Try it
Each line below that includes the word "isNaN" is to be reported.

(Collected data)
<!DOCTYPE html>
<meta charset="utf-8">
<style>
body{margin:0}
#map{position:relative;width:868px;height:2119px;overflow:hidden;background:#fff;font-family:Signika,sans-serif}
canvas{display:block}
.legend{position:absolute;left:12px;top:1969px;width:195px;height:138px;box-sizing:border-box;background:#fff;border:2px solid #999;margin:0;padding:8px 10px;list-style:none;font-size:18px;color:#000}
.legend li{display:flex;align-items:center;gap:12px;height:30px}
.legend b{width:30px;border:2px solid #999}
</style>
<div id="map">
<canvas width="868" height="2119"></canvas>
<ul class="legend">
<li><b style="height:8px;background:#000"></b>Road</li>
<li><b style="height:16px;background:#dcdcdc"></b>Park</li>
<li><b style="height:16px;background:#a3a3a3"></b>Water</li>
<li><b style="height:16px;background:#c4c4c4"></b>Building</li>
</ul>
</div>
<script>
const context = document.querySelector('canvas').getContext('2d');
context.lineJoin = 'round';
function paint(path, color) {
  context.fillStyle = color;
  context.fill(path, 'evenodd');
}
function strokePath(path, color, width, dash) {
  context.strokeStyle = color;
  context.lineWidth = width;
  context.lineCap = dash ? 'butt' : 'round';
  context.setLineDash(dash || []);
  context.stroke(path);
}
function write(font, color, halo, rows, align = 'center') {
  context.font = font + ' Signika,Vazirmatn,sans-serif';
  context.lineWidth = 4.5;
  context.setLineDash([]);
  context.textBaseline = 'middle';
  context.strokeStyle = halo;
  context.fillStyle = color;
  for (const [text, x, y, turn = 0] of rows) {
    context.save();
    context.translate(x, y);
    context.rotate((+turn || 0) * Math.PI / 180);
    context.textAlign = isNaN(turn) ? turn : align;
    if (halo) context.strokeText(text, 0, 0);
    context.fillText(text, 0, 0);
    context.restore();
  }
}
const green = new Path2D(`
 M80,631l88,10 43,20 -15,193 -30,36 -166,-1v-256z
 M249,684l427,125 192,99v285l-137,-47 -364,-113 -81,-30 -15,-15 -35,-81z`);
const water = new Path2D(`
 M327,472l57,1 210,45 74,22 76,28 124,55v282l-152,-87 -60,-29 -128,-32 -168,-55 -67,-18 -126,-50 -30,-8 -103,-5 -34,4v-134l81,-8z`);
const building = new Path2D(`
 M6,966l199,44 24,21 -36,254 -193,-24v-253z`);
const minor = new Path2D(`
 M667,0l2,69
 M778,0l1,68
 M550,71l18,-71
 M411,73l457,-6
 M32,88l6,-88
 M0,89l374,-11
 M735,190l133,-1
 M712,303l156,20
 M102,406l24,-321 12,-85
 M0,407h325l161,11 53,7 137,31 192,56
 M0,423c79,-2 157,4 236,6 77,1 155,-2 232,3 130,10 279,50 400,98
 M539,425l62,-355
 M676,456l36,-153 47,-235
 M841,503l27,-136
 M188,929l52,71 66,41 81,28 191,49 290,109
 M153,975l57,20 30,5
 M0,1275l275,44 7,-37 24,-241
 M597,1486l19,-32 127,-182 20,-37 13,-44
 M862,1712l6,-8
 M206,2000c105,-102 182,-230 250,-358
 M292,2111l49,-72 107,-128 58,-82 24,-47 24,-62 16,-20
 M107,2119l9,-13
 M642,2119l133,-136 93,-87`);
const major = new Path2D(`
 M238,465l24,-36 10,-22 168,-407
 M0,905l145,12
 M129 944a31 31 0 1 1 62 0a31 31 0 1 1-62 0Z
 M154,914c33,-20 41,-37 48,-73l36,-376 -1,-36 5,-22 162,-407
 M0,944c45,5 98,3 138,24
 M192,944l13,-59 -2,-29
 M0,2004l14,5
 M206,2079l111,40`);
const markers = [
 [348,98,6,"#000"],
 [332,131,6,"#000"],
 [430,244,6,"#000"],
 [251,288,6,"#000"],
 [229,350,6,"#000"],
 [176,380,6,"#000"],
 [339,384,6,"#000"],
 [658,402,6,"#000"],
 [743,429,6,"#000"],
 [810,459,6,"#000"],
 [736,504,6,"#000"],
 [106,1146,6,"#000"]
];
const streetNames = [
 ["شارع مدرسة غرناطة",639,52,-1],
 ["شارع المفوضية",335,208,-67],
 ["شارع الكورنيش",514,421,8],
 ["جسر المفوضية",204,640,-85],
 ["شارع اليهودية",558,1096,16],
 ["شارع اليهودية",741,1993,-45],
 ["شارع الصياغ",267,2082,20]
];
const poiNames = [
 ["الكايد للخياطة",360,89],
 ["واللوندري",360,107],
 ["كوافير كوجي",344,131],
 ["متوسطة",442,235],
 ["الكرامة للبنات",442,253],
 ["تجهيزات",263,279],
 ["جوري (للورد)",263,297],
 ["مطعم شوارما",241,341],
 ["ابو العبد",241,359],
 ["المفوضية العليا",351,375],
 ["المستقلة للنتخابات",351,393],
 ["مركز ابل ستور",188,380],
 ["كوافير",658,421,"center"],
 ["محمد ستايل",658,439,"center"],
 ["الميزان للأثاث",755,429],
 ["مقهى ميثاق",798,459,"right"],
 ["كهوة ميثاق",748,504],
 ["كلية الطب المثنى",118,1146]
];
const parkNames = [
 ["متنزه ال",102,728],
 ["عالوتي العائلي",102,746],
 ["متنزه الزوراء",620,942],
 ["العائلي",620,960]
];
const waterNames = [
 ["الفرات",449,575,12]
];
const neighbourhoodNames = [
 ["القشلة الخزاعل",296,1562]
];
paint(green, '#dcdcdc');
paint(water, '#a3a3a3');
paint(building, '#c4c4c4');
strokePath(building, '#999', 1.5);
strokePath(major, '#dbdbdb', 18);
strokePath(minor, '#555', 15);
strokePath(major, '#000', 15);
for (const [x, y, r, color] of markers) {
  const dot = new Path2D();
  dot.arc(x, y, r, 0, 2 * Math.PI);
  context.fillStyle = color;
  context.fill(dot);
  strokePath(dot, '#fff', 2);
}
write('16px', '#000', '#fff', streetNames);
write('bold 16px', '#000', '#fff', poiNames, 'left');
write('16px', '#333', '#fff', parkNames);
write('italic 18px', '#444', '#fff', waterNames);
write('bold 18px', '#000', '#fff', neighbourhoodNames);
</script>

* * *

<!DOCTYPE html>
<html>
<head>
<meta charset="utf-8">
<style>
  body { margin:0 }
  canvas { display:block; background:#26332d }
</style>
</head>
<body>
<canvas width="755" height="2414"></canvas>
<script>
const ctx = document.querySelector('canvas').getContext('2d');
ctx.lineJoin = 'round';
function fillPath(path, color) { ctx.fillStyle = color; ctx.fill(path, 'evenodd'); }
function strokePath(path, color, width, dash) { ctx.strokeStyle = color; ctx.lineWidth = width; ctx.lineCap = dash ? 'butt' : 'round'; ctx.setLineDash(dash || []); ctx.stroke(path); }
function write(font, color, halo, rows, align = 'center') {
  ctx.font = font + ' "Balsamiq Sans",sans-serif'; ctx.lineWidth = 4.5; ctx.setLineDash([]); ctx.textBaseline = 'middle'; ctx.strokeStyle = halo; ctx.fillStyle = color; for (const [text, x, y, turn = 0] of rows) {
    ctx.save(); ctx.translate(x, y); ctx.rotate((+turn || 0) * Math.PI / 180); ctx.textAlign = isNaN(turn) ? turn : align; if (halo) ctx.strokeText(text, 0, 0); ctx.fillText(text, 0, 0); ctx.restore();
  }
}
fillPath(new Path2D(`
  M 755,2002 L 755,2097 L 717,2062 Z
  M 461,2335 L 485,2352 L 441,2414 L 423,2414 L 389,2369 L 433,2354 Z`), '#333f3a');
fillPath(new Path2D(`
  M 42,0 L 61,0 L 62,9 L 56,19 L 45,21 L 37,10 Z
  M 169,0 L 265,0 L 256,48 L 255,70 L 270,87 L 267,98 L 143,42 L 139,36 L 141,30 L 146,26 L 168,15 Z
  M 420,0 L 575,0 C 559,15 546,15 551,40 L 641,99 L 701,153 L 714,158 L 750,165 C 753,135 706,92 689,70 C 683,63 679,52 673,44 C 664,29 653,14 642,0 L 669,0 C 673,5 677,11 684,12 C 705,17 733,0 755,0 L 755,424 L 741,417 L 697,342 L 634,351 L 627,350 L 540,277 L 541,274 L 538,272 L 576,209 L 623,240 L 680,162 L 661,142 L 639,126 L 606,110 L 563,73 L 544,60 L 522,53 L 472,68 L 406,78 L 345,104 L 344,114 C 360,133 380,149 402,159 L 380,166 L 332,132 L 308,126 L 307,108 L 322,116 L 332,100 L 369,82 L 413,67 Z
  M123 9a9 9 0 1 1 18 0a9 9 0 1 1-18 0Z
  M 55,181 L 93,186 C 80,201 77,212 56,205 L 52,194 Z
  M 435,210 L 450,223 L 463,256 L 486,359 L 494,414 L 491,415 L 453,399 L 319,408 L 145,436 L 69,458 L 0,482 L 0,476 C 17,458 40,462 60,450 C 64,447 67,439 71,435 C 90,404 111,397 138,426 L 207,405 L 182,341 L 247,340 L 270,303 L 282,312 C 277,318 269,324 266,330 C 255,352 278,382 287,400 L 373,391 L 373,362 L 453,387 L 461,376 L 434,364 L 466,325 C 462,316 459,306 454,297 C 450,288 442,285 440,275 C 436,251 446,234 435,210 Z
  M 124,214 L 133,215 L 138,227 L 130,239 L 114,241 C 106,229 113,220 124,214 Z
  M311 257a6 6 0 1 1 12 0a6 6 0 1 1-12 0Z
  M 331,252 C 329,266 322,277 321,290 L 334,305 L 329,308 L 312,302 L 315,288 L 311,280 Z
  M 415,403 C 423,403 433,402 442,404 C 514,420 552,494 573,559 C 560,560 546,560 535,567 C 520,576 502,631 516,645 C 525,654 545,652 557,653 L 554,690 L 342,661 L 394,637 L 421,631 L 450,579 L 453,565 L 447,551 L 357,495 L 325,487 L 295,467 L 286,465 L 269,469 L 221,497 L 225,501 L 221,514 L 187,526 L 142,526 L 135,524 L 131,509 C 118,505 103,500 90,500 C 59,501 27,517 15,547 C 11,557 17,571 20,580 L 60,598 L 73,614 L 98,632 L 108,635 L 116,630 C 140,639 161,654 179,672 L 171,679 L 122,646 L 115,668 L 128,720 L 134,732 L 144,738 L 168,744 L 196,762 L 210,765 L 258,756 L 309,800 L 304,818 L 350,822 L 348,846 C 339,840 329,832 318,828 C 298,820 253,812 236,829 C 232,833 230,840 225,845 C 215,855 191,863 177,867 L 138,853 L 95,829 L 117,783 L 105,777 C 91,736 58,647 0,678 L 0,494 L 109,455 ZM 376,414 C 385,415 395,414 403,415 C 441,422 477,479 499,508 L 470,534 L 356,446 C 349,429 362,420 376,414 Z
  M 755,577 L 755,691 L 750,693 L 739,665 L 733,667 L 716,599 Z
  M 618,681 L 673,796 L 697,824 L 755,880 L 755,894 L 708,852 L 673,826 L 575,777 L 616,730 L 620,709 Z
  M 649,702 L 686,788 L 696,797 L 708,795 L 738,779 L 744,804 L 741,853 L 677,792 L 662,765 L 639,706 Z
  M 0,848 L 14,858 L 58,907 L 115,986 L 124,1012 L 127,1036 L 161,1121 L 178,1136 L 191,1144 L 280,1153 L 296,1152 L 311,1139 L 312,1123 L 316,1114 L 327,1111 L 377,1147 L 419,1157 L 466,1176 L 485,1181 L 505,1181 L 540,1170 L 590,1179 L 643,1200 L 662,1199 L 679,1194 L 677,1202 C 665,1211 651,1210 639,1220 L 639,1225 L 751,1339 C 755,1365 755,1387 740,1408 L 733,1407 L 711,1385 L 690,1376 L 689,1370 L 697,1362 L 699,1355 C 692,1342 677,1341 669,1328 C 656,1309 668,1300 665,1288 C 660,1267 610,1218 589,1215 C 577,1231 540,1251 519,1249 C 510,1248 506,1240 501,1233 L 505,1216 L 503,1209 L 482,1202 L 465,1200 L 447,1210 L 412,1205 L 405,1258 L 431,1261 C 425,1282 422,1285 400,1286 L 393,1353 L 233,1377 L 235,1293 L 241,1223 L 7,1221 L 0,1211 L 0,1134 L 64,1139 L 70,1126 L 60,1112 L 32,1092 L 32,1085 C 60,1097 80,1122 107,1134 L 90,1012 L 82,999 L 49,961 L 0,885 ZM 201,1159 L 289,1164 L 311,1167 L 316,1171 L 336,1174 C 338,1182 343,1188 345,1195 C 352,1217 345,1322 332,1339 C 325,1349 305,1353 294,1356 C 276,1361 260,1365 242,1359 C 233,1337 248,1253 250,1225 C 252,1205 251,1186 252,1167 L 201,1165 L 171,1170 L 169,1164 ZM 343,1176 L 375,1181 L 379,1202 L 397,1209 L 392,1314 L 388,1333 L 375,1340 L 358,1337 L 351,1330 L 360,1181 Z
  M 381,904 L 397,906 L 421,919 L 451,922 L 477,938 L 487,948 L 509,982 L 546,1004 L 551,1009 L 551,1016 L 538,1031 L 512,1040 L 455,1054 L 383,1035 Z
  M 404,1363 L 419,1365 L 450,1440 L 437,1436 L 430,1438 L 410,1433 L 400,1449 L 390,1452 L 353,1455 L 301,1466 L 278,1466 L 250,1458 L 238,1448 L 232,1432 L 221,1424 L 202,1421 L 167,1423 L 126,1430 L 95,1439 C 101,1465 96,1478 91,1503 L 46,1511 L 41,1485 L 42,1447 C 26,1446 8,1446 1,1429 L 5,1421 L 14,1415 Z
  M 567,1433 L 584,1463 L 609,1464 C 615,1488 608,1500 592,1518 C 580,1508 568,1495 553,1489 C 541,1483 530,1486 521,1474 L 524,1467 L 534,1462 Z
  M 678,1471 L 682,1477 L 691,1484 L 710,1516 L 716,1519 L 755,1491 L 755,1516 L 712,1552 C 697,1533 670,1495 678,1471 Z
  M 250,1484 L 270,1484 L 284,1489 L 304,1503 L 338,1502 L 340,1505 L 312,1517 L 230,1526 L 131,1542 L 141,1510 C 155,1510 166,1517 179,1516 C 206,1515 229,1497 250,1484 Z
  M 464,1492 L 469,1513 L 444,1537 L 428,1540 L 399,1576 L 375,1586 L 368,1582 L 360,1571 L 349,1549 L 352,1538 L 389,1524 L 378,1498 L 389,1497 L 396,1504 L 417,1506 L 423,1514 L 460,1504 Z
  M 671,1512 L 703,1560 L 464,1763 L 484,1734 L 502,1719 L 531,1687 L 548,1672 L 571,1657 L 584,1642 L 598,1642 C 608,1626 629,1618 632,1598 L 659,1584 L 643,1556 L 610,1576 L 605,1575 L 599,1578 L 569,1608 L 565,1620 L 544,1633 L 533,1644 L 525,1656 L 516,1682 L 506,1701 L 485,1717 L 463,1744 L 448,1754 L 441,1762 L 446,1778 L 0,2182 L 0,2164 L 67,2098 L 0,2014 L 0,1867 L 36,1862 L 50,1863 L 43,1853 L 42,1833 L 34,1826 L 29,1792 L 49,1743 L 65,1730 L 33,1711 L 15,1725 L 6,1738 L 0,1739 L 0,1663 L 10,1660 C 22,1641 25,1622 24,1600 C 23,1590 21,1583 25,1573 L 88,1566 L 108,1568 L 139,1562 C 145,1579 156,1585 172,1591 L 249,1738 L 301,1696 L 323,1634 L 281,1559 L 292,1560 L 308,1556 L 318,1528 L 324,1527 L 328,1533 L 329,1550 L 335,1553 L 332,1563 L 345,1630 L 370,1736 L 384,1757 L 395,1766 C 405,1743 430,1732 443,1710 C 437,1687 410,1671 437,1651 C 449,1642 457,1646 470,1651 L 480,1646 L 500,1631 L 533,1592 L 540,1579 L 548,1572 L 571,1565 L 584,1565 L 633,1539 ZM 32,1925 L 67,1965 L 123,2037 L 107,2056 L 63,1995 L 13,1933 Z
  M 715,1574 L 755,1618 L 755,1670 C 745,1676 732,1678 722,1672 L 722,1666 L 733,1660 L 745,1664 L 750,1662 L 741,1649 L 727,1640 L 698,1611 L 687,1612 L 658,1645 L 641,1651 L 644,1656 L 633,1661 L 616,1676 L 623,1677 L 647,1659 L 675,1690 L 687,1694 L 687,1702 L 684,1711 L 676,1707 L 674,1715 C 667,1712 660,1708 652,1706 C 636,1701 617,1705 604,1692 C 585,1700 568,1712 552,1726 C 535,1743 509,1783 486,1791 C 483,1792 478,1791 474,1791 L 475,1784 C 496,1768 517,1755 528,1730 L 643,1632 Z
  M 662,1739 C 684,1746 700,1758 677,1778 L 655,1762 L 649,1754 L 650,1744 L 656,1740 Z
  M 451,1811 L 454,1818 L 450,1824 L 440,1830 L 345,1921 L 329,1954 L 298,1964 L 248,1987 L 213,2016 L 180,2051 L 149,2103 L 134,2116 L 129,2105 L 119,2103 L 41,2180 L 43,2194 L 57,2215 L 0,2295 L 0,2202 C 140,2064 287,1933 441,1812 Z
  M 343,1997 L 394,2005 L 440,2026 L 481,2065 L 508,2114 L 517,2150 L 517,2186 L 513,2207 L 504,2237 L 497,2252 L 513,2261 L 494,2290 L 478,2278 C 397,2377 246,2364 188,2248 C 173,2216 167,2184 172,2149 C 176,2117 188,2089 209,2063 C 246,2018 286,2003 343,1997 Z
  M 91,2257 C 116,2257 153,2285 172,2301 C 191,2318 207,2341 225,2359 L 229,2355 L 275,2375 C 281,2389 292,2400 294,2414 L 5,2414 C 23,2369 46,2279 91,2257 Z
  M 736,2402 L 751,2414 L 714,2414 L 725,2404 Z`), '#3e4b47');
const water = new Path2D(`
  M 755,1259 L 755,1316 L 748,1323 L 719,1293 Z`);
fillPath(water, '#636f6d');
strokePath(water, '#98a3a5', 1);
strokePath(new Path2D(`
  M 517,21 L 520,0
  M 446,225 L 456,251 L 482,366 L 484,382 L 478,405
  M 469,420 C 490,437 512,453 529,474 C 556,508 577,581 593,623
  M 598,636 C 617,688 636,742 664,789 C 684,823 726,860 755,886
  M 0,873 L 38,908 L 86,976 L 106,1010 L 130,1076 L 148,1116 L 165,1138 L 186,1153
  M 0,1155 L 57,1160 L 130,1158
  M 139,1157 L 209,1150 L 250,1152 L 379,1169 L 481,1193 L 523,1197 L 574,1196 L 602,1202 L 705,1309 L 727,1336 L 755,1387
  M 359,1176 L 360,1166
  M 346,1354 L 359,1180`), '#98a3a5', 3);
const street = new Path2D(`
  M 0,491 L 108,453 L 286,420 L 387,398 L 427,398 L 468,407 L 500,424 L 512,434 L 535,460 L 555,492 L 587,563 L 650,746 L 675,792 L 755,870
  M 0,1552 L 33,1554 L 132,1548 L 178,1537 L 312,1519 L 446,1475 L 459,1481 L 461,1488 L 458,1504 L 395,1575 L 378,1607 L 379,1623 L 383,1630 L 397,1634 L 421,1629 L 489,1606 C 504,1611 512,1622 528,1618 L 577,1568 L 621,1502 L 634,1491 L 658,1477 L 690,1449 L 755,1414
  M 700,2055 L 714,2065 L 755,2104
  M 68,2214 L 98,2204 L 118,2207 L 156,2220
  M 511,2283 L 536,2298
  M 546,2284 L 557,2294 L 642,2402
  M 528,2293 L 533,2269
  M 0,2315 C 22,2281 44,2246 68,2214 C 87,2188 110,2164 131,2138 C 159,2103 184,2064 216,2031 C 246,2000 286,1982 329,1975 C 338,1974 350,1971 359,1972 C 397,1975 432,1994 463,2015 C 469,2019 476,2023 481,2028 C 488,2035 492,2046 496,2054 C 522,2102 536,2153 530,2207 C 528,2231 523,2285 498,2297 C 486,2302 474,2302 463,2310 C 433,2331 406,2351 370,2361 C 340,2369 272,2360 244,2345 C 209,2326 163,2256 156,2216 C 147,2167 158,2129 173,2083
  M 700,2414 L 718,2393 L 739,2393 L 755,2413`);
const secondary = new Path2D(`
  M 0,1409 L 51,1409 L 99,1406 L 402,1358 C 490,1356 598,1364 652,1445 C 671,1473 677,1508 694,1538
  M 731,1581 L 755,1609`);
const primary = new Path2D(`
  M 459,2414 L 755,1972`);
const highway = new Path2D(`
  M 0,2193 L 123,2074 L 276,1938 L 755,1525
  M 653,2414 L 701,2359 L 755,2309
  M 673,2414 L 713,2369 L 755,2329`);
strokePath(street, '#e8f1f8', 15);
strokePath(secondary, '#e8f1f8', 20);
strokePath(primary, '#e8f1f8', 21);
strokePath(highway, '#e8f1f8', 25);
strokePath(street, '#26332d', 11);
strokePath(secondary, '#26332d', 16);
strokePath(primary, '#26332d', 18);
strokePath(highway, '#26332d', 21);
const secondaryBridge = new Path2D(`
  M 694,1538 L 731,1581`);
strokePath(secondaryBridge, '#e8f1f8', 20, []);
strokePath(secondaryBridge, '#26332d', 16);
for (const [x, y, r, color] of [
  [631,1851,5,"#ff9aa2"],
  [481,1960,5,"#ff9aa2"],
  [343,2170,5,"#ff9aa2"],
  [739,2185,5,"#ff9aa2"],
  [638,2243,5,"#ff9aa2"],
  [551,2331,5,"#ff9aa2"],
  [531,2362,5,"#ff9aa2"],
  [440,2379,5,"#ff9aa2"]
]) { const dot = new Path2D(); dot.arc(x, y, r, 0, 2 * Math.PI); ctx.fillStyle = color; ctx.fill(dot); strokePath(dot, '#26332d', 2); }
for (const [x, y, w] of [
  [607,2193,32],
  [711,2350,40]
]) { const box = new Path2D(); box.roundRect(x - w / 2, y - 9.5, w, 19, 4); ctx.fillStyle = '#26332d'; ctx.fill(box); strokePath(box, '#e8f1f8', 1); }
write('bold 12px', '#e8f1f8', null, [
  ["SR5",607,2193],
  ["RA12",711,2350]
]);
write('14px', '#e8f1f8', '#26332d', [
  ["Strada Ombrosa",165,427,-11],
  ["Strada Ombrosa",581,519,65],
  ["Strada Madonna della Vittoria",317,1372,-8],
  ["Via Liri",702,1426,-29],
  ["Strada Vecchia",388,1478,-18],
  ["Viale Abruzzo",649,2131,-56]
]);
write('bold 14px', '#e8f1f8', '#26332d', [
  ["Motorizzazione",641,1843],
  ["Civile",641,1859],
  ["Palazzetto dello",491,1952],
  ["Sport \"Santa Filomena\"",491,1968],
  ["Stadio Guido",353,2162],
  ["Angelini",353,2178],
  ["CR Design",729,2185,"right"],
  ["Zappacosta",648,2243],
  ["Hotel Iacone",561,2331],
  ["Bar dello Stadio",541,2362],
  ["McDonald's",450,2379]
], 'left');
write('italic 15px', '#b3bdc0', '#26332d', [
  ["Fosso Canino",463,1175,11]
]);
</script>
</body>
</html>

Response to the task
    context.textAlign = isNaN(turn) ? turn : align;
    ctx.save(); ctx.translate(x, y); ctx.rotate((+turn || 0) * Math.PI / 180); ctx.textAlign = isNaN(turn) ? turn : align; if (halo) ctx.strokeText(text, 0, 0); ctx.fillText(text, 0, 0); ctx.restore();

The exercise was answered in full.